**ASSIGNED TASK:**
Once the pictures are set aside, transcribe each line of the listing exactly.

+++++

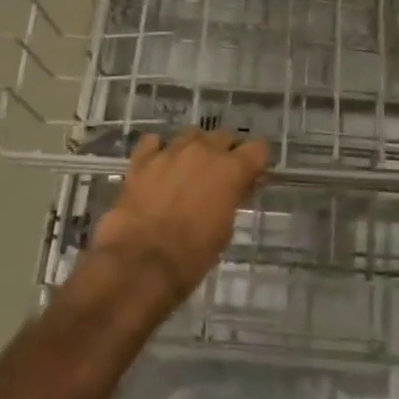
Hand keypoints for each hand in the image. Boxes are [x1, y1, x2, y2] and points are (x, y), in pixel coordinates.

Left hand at [90, 128, 270, 303]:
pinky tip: (158, 165)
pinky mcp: (142, 160)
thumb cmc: (192, 255)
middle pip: (224, 136)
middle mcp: (203, 151)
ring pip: (191, 134)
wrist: (140, 263)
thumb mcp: (225, 230)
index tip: (251, 176)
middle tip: (219, 176)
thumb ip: (233, 198)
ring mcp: (170, 151)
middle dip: (225, 152)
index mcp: (231, 169)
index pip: (258, 148)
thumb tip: (235, 188)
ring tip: (188, 169)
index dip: (256, 161)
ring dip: (195, 148)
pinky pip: (153, 142)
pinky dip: (158, 150)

+++++

**TASK ANSWER:**
Hand keypoints for each hand in the image. Boxes are [x1, y1, x2, y2] and points are (x, y), in pixel coordinates.

Left hand at [90, 128, 270, 303]:
pinky tip: (158, 165)
pinky mcp: (142, 160)
thumb cmc: (192, 255)
middle pip: (224, 136)
middle mcp: (203, 151)
ring pip: (191, 134)
wrist: (140, 263)
thumb mcp: (225, 230)
index tip: (251, 176)
middle tip: (219, 176)
thumb ip: (233, 198)
ring mcp: (170, 151)
middle dip: (225, 152)
index mcp: (231, 169)
index pip: (258, 148)
thumb tip: (235, 188)
ring tip: (188, 169)
index dip: (256, 161)
ring dip: (195, 148)
pinky pip: (153, 142)
pinky dip: (158, 150)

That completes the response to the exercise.